Task prompt
The required result is each line of the entries below containing the string "Chuo".

The data

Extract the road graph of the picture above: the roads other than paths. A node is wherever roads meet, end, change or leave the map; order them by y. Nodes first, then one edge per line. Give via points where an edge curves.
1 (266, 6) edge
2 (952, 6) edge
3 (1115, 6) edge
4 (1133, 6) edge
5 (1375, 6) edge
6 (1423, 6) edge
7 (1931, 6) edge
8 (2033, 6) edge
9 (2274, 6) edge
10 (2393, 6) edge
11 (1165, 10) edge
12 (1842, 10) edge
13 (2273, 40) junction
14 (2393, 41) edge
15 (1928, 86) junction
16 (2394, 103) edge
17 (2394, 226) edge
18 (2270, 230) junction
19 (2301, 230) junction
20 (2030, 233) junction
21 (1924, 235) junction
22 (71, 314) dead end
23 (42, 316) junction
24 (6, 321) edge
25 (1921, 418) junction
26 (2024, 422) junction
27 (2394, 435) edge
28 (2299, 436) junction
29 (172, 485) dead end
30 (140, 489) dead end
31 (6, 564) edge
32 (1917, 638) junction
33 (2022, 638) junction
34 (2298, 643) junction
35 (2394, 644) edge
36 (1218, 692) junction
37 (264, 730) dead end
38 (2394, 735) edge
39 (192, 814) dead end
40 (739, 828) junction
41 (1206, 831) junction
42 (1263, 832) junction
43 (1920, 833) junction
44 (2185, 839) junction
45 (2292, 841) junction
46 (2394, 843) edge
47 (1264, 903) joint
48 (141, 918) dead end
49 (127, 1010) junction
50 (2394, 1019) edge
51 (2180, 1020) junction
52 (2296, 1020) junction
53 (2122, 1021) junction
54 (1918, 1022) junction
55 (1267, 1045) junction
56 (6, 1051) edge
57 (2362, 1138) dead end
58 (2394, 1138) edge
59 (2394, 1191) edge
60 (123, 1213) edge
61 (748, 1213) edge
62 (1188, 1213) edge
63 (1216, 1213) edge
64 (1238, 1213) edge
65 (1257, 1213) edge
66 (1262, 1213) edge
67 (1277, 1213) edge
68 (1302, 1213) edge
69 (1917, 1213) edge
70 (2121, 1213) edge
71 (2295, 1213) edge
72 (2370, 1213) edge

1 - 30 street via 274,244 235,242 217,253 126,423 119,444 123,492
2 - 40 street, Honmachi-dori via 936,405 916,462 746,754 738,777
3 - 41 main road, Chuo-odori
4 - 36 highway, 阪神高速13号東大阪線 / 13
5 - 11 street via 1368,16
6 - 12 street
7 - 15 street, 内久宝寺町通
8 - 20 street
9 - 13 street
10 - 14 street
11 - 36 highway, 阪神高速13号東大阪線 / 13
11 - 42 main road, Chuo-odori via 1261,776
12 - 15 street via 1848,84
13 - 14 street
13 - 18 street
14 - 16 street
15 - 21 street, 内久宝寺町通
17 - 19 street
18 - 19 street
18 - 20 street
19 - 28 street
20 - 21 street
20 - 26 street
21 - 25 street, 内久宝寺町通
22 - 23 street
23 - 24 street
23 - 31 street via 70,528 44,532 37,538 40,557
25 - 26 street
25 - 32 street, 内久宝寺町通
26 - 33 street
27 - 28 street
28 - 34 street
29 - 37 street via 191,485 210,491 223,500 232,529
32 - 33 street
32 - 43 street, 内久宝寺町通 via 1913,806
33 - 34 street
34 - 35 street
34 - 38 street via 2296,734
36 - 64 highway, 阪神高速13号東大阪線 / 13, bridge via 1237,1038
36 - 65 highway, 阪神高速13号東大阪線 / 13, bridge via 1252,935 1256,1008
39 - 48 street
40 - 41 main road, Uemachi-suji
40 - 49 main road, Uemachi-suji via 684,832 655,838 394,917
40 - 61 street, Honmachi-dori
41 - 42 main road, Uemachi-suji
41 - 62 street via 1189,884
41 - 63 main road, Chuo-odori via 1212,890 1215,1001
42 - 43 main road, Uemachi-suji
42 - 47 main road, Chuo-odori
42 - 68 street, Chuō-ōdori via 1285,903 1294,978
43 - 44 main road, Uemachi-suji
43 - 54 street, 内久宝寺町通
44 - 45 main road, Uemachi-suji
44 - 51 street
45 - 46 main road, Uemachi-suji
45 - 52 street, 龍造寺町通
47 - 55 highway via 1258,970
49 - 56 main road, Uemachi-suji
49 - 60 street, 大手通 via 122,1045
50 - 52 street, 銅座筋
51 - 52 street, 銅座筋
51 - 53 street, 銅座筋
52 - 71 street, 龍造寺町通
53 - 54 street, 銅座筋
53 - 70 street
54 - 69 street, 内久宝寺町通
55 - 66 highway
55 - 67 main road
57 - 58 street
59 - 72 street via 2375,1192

Your solution
3 - 41 main road, Chuo-odori
11 - 42 main road, Chuo-odori via 1261,776
41 - 63 main road, Chuo-odori via 1212,890 1215,1001
42 - 47 main road, Chuo-odori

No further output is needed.